━━━ RECORD EXTRACTS

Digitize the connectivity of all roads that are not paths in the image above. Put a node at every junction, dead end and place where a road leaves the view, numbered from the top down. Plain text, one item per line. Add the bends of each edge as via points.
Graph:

━━━━━━
━━━ RECORD EXTRACTS

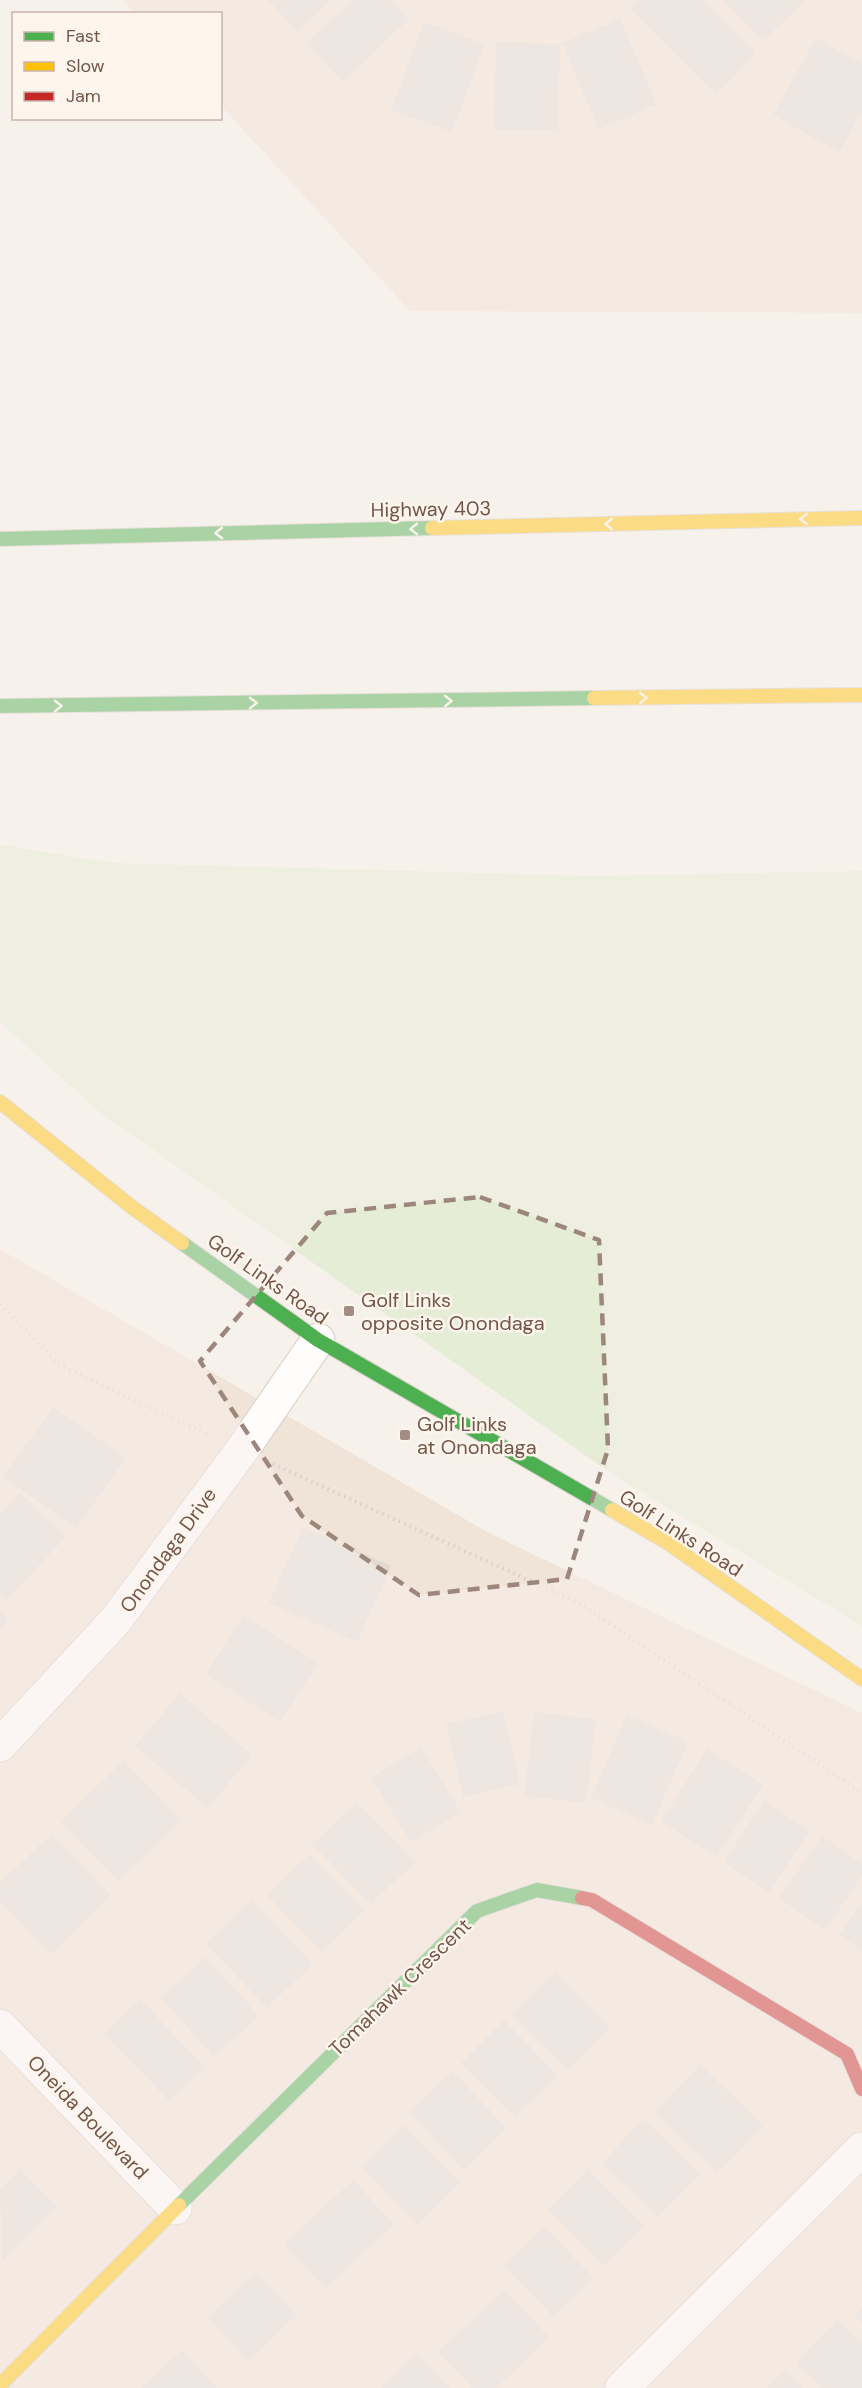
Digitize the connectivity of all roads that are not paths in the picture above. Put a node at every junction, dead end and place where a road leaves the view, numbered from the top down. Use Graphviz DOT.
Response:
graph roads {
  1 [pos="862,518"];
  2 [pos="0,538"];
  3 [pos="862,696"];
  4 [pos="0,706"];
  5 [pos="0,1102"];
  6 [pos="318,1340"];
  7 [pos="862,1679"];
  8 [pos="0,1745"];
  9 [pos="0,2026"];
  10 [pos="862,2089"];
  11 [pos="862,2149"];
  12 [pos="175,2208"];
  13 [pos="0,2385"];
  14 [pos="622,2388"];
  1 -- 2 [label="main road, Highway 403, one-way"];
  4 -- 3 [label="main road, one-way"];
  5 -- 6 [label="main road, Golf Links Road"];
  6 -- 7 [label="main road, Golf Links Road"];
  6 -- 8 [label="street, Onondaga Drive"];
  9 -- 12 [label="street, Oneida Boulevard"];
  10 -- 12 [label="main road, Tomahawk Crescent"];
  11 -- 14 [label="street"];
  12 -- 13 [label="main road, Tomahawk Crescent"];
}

━━━━━━

◆ **AIM OF THE TASK**: Copy the lines that hold the word "paths". Take them from the records above.

◆ **TASK RESULT**:
Digitize the connectivity of all roads that are not paths in the image above. Put a node at every junction, dead end and place where a road leaves the view, numbered from the top down. Plain text, one item per line. Add the bends of each edge as via points.
Digitize the connectivity of all roads that are not paths in the picture above. Put a node at every junction, dead end and place where a road leaves the view, numbered from the top down. Use Graphviz DOT.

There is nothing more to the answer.